Dormir sur le côté gauche pendant la grossesse, quels bienfaits ?

Oubliez les habitudes de sommeil prises avant la grossesse : tout change, et pas seulement à cause du ventre qui s’arrondit. Les recommandations médicales insistent : s’allonger sur le côté gauche, ce n’est pas une lubie, mais une consigne récurrente, souvent répétée sans qu’on en détaille vraiment les raisons. Pourtant, la science derrière ce conseil mérite qu’on s’y arrête.

Lorsque la future mère s’allonge sur le dos ou sur le côté droit, le poids du bébé vient exercer une pression directe sur une veine majeure, une sorte d’autoroute essentielle pour la circulation sanguine. Ce détail anatomique, souvent sous-estimé, peut modifier le scénario de la grossesse plus qu’on ne le croit.

La veine concernée, c’est la fameuse veine cave inférieure (VCI), logée à droite de la colonne vertébrale. Elle assure le retour du sang des jambes et du bas du corps vers le cœur, une fonction vitale, surtout quand le volume sanguin maternel augmente. Lorsque la femme enceinte dort sur le dos ou le côté droit, la VCI peut se retrouver comprimée, comme l’explique le Dr Pien dans son entretien avec Live Science. Résultat : le cœur reçoit moins de sang, et toute la mécanique corporelle s’en ressent.

Quelles conséquences réelles ? Dès que cette veine se retrouve sous pression, le flux sanguin ralentit : la tension artérielle de la mère peut chuter, le fœtus, lui, reçoit moins d’oxygène. Ce sont des risques bien réels, même si toutes les grossesses ne sont pas concernées au même degré.

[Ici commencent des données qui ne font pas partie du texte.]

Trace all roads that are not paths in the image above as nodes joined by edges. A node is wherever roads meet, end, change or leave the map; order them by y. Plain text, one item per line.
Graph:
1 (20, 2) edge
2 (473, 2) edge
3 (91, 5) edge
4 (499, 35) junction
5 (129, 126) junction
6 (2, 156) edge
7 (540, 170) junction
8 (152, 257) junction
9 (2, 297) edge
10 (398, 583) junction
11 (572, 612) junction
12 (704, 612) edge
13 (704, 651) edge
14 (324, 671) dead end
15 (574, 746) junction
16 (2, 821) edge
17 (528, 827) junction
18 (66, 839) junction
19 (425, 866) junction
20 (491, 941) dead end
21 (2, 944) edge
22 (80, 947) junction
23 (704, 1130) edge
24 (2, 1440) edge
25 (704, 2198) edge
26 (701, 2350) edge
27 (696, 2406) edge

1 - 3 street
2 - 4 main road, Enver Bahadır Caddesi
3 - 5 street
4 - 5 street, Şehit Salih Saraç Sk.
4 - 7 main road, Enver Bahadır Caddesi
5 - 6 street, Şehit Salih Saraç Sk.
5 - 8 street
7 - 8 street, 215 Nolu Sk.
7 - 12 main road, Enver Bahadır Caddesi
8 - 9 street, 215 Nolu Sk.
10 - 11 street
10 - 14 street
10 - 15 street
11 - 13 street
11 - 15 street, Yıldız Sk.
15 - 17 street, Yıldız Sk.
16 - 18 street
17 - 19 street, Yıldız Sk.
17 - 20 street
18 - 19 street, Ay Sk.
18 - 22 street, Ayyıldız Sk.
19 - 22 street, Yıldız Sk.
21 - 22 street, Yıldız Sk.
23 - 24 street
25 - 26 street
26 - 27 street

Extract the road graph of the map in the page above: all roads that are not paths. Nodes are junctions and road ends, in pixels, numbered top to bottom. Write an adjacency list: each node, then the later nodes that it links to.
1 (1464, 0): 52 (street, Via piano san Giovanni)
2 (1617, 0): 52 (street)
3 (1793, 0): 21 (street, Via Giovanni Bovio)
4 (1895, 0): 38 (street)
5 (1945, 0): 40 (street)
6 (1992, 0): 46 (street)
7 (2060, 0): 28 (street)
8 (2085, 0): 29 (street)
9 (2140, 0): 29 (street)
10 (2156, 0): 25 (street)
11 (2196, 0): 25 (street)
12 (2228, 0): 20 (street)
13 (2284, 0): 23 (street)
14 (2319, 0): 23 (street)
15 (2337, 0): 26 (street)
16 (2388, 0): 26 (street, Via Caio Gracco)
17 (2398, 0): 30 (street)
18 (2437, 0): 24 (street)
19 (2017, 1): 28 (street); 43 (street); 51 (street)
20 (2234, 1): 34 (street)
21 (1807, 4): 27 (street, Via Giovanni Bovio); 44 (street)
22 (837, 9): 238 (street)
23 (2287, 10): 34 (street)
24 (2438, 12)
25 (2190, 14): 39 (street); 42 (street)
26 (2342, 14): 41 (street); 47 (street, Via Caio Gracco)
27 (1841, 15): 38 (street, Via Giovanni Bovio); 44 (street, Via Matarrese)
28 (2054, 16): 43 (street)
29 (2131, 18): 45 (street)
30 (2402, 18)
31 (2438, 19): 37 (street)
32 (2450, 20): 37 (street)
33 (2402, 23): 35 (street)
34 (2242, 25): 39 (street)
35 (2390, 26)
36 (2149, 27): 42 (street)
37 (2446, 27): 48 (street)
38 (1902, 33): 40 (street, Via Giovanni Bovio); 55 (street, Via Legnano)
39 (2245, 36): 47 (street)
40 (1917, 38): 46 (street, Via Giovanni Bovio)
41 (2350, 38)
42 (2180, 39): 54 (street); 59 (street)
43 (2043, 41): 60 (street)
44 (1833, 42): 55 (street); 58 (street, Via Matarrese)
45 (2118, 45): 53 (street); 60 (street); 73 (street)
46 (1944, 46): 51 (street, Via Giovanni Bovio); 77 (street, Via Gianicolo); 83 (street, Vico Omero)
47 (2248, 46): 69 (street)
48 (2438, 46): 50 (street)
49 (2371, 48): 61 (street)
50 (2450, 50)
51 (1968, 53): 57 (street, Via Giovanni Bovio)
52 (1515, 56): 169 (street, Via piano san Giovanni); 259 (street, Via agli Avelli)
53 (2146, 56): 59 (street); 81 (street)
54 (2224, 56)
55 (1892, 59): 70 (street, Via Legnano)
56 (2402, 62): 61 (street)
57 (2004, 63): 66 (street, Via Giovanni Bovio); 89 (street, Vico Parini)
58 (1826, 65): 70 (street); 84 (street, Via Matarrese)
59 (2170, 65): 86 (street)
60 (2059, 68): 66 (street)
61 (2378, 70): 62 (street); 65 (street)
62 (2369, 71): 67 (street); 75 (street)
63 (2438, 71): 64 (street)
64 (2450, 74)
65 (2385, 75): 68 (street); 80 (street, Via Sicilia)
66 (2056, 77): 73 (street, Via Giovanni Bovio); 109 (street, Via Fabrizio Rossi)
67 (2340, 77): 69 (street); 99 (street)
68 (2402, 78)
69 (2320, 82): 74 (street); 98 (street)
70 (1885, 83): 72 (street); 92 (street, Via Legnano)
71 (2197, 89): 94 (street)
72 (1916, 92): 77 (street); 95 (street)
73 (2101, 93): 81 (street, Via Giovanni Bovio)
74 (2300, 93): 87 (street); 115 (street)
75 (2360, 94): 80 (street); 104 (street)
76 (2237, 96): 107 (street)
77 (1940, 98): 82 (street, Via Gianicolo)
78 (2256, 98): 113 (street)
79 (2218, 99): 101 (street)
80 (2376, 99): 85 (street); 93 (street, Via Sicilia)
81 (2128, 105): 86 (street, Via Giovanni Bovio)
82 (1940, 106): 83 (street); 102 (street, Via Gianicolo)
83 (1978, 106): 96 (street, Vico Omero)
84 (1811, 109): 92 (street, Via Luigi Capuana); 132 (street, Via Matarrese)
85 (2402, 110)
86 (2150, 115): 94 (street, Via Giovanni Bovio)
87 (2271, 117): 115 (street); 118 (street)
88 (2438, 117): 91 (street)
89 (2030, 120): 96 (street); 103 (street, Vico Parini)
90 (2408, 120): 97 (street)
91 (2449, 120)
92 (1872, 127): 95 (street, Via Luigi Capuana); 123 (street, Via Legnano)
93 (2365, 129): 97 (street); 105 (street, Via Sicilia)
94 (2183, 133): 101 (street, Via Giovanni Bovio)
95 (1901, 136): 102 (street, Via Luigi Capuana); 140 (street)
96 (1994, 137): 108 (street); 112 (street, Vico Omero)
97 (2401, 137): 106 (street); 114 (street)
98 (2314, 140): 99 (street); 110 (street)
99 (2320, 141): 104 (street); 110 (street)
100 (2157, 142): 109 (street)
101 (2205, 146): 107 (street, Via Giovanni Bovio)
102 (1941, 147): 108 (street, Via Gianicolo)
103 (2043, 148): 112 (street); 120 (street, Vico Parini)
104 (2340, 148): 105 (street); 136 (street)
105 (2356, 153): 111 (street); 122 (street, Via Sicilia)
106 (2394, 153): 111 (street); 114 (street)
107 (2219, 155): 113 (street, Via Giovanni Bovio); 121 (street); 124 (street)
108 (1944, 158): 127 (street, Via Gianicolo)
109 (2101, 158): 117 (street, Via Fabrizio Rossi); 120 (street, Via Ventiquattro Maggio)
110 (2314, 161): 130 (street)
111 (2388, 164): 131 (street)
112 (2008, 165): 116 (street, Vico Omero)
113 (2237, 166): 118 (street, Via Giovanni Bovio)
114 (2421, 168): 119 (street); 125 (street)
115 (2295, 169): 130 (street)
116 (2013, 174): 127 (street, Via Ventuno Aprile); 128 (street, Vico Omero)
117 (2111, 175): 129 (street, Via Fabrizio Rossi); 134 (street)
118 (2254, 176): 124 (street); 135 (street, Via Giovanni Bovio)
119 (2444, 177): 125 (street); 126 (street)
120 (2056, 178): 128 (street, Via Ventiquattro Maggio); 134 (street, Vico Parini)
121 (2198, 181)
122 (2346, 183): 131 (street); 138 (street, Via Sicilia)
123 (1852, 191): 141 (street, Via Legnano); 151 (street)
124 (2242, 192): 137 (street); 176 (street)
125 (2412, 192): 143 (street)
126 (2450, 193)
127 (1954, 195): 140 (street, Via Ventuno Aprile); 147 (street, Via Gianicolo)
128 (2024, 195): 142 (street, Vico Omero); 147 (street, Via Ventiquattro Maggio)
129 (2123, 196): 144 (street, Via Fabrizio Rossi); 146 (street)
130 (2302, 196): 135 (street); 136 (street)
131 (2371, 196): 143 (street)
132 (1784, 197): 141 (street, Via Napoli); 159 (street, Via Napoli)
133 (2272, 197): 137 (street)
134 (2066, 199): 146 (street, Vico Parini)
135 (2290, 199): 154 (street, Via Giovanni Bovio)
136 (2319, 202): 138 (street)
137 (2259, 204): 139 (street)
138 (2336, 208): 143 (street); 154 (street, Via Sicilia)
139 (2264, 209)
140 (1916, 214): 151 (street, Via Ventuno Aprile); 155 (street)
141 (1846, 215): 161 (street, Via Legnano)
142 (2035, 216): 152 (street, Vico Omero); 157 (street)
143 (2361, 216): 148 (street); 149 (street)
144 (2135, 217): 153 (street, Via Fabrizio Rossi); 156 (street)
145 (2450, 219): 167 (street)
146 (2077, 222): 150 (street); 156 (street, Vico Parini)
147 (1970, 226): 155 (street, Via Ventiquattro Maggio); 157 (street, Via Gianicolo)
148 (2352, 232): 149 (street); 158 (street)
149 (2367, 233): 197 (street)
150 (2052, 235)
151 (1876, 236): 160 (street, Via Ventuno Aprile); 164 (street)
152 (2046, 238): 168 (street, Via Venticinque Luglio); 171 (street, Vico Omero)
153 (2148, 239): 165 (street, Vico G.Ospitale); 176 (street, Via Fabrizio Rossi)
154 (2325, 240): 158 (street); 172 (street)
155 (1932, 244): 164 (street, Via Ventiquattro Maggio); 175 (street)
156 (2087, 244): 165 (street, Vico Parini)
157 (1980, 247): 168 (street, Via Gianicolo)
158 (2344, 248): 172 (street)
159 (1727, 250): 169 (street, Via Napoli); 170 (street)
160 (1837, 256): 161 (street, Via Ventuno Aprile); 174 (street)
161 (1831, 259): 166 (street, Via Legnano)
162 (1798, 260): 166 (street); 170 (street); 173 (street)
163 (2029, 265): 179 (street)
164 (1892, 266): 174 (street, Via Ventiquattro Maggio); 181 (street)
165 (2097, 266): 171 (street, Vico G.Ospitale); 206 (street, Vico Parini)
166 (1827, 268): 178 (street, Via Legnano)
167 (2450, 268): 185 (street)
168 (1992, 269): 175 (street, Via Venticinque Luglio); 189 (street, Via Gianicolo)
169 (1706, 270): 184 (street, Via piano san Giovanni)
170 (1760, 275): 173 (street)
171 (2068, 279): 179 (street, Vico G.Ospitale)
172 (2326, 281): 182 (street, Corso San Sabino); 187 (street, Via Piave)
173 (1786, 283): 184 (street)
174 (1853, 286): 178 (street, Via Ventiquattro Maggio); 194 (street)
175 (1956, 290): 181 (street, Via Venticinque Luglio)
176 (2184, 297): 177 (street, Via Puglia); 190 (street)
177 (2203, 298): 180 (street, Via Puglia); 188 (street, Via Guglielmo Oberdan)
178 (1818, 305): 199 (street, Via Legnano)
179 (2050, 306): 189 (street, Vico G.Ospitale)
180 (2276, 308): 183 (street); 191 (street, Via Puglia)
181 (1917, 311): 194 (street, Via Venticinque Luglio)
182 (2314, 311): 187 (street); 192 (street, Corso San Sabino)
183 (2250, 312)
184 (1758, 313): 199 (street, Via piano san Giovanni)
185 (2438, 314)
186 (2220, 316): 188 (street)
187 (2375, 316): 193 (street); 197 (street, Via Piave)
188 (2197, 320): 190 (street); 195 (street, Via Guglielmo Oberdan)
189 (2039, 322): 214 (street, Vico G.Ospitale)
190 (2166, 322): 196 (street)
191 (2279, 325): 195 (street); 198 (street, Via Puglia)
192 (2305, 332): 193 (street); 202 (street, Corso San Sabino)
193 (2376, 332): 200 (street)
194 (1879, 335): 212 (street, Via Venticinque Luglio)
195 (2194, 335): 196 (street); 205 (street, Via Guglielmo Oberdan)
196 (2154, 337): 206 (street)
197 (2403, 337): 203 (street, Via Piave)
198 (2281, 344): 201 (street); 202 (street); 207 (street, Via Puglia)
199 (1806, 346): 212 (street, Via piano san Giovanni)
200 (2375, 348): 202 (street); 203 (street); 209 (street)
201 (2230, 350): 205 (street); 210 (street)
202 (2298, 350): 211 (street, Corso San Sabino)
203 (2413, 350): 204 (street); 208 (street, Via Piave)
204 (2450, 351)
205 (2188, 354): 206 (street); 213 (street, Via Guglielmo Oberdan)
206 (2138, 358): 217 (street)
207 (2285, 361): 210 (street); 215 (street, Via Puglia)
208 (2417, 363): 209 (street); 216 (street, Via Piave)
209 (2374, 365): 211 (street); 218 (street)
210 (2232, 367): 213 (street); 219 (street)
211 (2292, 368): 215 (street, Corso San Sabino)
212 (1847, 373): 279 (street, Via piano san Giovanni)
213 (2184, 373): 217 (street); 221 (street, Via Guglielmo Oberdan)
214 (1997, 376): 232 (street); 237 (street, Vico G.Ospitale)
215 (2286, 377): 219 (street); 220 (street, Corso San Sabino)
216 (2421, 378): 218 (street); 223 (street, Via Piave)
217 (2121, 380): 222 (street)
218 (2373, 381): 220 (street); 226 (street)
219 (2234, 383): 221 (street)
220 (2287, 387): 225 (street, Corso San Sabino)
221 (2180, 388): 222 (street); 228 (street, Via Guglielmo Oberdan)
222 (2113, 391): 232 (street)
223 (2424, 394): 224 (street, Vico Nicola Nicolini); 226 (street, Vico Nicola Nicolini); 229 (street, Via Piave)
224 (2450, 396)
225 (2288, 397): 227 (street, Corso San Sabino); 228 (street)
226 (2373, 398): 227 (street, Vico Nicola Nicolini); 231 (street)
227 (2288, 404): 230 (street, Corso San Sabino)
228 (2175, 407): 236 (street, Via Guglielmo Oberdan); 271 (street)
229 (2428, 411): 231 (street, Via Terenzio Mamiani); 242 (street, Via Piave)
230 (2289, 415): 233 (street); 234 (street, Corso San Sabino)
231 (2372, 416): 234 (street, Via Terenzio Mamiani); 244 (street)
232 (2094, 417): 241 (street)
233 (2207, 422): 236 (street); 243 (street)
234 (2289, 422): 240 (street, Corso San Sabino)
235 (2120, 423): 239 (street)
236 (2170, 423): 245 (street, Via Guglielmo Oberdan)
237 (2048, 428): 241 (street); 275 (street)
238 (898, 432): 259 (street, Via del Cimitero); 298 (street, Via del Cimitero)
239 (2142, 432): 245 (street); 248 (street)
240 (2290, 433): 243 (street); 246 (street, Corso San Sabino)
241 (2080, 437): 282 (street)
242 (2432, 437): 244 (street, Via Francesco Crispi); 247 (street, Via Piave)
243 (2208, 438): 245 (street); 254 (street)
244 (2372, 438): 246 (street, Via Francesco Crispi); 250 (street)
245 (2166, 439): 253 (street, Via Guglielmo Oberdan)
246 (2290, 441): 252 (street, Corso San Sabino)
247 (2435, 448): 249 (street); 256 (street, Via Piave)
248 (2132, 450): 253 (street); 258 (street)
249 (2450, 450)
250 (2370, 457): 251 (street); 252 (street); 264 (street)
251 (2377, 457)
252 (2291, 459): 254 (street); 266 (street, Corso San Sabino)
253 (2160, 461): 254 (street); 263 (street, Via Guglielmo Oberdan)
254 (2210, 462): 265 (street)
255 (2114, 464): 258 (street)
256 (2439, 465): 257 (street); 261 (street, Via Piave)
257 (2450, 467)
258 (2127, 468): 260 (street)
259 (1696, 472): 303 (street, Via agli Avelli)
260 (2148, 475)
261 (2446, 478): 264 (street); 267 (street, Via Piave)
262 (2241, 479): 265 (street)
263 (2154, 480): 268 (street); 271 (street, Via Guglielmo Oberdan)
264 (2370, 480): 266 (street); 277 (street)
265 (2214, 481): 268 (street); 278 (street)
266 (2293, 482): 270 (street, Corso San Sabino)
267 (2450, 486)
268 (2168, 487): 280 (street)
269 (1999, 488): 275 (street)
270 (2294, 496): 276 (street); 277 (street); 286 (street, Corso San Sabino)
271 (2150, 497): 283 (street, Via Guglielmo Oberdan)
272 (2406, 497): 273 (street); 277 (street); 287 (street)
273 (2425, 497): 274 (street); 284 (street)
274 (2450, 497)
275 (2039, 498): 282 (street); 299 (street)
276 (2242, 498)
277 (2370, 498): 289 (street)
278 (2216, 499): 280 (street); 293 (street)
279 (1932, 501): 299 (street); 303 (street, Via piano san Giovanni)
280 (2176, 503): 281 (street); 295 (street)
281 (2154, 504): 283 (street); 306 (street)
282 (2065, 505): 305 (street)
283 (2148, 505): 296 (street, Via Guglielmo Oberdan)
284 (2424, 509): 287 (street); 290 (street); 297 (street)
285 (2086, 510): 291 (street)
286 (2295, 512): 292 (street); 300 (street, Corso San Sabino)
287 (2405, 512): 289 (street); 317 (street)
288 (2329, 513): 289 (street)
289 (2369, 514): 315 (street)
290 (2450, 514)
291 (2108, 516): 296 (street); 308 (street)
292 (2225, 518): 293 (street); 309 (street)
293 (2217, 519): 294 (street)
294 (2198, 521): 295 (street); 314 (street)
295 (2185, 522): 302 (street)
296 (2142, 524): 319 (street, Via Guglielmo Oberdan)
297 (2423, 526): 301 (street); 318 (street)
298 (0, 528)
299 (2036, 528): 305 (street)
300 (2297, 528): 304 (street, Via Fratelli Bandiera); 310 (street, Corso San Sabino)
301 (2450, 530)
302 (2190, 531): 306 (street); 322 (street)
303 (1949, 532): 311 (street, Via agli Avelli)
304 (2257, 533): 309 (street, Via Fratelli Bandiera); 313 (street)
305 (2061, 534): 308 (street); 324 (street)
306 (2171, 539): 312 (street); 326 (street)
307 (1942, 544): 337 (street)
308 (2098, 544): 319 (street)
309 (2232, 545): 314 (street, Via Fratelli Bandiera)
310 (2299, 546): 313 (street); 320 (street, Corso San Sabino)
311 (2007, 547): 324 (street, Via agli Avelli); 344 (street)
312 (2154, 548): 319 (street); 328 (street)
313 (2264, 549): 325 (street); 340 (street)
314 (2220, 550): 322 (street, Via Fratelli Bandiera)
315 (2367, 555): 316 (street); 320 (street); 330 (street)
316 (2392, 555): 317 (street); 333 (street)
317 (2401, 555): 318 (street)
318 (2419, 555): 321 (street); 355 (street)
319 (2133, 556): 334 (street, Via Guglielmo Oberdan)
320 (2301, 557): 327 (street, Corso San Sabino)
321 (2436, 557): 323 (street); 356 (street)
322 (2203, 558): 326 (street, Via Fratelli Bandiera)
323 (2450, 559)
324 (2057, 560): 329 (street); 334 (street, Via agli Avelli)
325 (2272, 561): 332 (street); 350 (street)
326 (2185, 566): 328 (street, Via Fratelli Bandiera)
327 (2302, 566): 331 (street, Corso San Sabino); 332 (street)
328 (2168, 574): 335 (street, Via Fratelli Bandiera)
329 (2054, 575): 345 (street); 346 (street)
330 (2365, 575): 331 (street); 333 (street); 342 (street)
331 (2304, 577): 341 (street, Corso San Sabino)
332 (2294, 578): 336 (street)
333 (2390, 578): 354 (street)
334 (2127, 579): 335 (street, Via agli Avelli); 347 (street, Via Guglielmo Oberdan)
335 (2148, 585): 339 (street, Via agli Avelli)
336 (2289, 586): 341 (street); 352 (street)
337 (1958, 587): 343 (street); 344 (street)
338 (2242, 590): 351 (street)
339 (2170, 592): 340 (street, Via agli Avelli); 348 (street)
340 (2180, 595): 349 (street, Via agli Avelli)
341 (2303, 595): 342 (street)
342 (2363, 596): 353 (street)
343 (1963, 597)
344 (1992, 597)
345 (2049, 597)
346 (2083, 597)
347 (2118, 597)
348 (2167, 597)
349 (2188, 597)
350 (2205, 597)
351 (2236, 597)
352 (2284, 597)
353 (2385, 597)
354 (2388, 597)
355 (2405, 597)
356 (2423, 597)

Pour donner une idée concrète, certaines femmes enceintes témoignent d’un léger malaise, de vertiges ou d’une sensation d’essoufflement lorsqu’elles restent longtemps allongées sur le dos en fin de grossesse. Cela peut être le signe que la circulation ne se fait plus aussi bien. D’où l’insistance répétée des soignants à privilégier le côté gauche.

Mais faut-il s’alarmer au moindre réveil sur le dos ? La Dre Grace Pien nuance. D’après elle, malgré les études qui vantent les mérites du côté gauche, aucune preuve irréfutable ne confirme un danger systématique. Ce qui compte avant tout, c’est de choisir une position où l’on se sent bien et de préserver la qualité du sommeil, en visant huit heures par nuit si possible. Autrement dit, la règle n’a rien d’absolu : il s’agit plus d’un repère que d’une injonction.

Au fond, chaque grossesse écrit sa propre partition. Certaines femmes trouvent immédiatement leur confort sur le côté gauche, d’autres alternent sans mal. Rester attentive à ses sensations, écouter son corps, voilà le vrai fil conducteur. Car un sommeil réparateur, c’est aussi une manière de prendre soin de soi… et de la vie qui grandit, nuit après nuit.